I must have been 19 when I took this trip with my dad. We were on our way to Los Angeles. To prep for the one hour trip, I remembered to grab a small cotton hand towel to dry my hands. I don’t like the feel of moist hands, especially when I drive. About 25-30 minutes into the drive, my hands began to feel a little moist. With one hand on the steering wheel, I reached down for the towel with my left hand. Just a quick rub on the cotton towel. No big deal. We were moving close to 70 mph, but I didn’t need to shift my eyes from the road to reach for the towel.
One hand down, so I switched hands and reached down for the towel with the other, holding the wheel again with one hand. But there was something in the way this time. Something prickly and pointy blocked my hand from the towel. Maybe it was a dry leaf? I thought to myself. Again, I reached down and tried to move it out of the way, but it didn’t seem to budge. I reached for the towel third time, this time with a quick glance. I felt hard and thorny edges reaching out to my fingers.
One look and I gasped deeply before letting out, “Ahhh!” The scream pushed out of my mouth at the sight of it, catching my dad’s attention. It was only a glance, but long enough for me to see the tiny monster fighting my fingers off with all of its might. I heaved in and out my breaths, fighting the fear that it would crawl up the front of my blouse and into my hair. All I wanted to do was jump up out of the car and get away from it, but I couldn’t. I was driving 70 mph on the freeway.
My gasping turned into panic and I struggled to catch my breath. My hand jerked back and away from the towel, away from the tiny monster that was now looking up at me with disdain. My other hand swerved the wheel, causing the car to swerve along with it. It was a small swerve, but at 70 mph, dangerous.
“The wheel… take the wheel… con las dos manos,” ordered my father in a firm and calm voice. The sound of his voice snapped me back into focus. I took the wheel firmly with both hands, trying to ignore the thing still clawing at me from my lap. I forced myself to focus on driving, working to breathe again.

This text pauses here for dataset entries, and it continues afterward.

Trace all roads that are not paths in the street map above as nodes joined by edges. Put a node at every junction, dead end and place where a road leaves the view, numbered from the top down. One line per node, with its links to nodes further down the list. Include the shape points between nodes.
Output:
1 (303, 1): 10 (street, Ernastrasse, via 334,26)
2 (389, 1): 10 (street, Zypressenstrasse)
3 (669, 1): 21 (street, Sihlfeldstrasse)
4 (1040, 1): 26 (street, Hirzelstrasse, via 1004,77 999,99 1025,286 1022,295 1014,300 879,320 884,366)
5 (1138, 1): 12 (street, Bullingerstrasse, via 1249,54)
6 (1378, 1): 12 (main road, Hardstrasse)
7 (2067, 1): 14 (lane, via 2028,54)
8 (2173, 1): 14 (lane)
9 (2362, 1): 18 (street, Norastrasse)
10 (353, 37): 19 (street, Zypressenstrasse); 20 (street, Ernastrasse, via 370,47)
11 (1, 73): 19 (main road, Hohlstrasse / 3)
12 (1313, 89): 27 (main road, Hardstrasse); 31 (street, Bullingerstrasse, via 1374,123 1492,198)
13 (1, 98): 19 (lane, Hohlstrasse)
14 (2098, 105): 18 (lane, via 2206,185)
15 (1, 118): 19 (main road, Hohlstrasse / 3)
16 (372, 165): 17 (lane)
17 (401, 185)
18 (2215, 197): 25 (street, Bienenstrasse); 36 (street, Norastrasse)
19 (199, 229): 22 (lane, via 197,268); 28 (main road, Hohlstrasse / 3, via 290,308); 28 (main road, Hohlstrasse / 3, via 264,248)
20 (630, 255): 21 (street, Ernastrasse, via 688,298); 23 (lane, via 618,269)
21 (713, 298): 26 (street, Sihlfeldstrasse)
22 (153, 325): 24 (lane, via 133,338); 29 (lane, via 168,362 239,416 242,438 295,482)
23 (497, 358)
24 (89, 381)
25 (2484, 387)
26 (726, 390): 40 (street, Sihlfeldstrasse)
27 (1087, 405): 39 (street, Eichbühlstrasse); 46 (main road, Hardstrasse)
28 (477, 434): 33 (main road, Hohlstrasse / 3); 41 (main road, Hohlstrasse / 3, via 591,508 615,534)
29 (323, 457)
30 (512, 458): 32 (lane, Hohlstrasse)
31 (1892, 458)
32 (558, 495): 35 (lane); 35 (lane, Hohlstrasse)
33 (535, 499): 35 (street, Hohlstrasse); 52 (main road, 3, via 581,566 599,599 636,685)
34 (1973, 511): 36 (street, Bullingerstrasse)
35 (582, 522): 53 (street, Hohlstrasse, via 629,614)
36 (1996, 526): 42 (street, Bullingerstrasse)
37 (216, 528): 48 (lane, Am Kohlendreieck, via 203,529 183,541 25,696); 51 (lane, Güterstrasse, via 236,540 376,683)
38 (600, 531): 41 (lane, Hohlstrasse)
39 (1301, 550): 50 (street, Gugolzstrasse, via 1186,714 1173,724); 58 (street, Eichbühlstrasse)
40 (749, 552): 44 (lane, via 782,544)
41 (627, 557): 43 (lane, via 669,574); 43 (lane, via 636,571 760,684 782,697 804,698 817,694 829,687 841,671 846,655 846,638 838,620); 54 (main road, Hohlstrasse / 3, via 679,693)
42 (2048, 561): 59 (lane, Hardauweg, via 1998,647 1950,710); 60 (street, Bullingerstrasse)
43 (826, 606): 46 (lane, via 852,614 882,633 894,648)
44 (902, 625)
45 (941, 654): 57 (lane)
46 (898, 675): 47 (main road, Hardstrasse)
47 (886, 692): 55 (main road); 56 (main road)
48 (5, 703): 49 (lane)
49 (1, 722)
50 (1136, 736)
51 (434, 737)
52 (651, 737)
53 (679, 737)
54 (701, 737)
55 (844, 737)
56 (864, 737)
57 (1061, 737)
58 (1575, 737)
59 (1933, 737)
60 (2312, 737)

My dad reached out and scooped the towel up from my lap, folding the creature inside of it, and removing it from sight. “It’s gone... Just focus on the road,” he reminded me.
I gripped the wheel tight with my sweaty palms, working hard to gather myself. My breathing began to slow back to normal. With the terrifying invader now gone, I focused on driving for the remainder of the trip. We made it to our destination without any other unexpected hitchhikers. My dad… he didn’t speak another word until we made it home. He kept the situation, a possible dangerous moment, calm. He saved us.
That little green June beetle (that seemed not so little at the time) was set free once our trip ended. My dad managed to save him as well.